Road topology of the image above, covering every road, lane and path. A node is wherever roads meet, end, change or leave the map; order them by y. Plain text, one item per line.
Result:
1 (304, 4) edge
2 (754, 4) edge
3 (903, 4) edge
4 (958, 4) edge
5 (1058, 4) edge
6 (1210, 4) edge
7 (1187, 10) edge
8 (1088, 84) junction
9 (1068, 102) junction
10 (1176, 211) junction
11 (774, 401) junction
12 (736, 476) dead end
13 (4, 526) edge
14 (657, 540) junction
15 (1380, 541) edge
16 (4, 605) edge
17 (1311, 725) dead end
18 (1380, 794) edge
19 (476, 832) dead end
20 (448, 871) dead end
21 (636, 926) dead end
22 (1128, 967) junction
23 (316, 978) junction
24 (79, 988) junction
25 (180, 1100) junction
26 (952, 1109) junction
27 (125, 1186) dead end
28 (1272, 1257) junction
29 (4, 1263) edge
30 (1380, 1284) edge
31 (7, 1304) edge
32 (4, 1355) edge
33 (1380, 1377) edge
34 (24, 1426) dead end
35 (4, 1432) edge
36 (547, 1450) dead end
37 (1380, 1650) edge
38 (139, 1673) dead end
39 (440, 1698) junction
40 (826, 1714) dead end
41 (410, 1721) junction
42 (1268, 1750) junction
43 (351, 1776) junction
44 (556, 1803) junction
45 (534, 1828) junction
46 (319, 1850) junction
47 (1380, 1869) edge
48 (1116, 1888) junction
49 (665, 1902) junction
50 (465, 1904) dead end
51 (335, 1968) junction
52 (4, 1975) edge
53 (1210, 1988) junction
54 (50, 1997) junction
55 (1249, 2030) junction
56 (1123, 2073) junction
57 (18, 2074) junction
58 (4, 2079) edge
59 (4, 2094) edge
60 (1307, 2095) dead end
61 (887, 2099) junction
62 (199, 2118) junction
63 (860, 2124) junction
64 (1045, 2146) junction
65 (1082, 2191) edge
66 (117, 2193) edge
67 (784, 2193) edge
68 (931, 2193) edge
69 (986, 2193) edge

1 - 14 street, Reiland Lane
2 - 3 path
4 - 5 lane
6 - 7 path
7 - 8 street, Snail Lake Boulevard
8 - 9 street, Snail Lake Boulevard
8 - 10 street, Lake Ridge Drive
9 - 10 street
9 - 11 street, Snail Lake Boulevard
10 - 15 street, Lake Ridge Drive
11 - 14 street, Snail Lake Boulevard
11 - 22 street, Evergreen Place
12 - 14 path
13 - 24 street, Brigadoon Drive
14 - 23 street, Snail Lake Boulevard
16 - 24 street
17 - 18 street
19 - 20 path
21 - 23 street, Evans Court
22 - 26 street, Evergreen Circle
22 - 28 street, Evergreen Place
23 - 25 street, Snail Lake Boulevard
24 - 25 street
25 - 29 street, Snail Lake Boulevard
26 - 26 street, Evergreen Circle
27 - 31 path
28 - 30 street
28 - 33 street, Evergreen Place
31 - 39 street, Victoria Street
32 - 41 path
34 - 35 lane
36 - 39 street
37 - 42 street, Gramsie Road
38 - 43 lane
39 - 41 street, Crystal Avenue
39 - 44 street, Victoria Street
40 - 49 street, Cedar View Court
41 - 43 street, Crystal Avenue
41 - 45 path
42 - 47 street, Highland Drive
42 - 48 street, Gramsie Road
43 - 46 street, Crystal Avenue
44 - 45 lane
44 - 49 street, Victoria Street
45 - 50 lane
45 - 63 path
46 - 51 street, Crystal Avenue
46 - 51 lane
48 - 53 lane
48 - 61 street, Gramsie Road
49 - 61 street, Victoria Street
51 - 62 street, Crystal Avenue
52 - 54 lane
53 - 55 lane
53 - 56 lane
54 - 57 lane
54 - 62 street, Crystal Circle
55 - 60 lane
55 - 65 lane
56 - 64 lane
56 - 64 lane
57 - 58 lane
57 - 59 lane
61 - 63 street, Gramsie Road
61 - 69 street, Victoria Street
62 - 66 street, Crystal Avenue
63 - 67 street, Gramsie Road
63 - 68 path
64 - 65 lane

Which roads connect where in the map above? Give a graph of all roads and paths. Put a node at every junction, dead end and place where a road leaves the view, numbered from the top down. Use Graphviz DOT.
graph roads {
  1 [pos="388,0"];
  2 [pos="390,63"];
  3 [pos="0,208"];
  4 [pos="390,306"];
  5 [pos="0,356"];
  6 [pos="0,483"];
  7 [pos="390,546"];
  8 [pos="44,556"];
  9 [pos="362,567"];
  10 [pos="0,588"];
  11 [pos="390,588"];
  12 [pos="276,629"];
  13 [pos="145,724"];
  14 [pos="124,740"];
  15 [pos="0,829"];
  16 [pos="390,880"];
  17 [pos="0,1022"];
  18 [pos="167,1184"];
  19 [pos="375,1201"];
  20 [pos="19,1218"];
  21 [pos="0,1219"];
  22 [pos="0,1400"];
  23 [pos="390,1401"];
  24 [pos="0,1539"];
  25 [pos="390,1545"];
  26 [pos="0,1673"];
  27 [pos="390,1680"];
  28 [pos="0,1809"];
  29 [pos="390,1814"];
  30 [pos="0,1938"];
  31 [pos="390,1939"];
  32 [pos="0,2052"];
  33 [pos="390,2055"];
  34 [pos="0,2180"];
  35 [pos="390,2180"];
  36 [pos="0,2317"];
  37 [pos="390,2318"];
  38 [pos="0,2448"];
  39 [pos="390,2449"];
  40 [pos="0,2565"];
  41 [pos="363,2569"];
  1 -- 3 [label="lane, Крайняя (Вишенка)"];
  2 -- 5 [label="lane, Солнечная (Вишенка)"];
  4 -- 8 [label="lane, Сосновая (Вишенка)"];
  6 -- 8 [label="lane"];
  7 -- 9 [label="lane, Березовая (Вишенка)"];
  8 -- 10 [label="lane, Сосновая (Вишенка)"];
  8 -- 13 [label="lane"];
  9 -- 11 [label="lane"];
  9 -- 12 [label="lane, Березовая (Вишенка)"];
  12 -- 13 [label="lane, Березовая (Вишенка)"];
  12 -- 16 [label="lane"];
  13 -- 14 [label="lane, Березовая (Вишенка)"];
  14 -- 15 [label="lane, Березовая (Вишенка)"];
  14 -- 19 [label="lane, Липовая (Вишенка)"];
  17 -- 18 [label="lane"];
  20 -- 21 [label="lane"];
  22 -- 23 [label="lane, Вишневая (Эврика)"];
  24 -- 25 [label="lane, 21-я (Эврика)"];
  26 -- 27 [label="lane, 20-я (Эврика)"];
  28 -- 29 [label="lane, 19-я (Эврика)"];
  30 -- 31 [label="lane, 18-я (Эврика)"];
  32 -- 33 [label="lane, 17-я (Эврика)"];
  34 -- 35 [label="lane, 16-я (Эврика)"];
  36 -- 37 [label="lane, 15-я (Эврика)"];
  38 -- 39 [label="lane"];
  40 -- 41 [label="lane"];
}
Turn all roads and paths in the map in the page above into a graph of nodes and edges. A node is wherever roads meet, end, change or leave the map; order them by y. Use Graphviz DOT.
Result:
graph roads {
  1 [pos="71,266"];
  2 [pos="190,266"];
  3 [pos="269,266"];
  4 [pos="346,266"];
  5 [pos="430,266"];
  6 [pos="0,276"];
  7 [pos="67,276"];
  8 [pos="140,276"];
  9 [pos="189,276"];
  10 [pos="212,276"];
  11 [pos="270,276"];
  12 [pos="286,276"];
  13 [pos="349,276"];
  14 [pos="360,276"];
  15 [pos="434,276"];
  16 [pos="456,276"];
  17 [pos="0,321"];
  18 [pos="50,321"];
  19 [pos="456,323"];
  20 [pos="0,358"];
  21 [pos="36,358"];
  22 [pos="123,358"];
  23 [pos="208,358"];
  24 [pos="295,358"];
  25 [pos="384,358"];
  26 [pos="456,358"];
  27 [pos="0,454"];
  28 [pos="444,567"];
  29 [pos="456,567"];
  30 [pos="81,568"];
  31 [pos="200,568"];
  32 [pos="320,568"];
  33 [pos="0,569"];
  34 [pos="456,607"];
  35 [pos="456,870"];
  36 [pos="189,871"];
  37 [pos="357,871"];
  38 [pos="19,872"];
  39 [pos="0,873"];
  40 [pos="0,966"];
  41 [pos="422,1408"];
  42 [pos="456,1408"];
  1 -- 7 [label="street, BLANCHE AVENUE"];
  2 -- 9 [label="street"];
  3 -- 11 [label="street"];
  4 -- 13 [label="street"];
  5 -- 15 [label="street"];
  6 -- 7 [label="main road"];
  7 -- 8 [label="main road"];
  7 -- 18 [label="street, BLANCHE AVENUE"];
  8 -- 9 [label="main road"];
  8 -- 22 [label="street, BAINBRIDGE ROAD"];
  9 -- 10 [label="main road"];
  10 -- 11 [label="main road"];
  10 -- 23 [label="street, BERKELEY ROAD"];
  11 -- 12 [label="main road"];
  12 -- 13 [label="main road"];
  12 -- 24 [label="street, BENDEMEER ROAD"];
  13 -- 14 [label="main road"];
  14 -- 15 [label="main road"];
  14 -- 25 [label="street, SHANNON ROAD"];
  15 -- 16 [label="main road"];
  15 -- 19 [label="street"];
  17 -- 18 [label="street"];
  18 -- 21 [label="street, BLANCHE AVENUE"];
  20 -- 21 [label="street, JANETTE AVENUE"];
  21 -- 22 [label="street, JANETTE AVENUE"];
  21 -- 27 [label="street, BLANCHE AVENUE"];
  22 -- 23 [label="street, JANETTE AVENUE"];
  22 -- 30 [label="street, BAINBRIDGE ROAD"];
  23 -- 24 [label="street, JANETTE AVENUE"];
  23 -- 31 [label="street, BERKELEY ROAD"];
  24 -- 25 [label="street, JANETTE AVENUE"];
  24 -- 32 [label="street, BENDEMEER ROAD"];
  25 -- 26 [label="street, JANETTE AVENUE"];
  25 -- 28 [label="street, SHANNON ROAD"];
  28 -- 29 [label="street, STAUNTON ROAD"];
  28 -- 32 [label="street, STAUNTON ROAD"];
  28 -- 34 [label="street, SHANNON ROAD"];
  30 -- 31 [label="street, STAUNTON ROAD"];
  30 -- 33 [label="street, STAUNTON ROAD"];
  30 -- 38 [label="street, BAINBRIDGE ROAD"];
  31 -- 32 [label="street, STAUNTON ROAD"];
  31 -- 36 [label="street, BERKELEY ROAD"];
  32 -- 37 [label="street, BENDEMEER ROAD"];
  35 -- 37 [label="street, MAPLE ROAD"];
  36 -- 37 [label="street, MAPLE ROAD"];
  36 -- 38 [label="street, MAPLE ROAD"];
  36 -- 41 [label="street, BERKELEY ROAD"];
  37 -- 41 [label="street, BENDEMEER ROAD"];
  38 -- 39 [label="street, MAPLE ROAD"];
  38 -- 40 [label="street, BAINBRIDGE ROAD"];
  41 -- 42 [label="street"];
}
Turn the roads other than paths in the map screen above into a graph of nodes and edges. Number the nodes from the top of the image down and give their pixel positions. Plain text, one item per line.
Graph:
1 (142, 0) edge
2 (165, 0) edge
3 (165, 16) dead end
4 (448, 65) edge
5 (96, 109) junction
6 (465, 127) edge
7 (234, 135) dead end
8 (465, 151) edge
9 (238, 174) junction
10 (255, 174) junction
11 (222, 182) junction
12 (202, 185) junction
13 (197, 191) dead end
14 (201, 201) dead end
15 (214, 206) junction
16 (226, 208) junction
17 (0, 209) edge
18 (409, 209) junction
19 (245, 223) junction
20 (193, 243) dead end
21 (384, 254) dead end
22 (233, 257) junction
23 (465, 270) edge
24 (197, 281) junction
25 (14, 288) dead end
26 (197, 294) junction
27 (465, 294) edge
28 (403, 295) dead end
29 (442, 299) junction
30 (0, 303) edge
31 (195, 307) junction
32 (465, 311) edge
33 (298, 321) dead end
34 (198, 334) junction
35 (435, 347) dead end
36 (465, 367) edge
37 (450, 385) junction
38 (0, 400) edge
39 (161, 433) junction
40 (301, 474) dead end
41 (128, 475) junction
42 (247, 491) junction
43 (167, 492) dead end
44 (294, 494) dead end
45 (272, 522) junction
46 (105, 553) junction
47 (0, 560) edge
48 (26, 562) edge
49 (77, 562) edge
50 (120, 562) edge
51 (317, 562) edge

----------------------------------------

ASSIGNMENT: Whenever the string "BERKELEY" shows up in a line of the records, copy that line.

SOLUTION FOR THIS TASK:
  10 -- 23 [label="street, BERKELEY ROAD"];
  23 -- 31 [label="street, BERKELEY ROAD"];
  31 -- 36 [label="street, BERKELEY ROAD"];
  36 -- 41 [label="street, BERKELEY ROAD"];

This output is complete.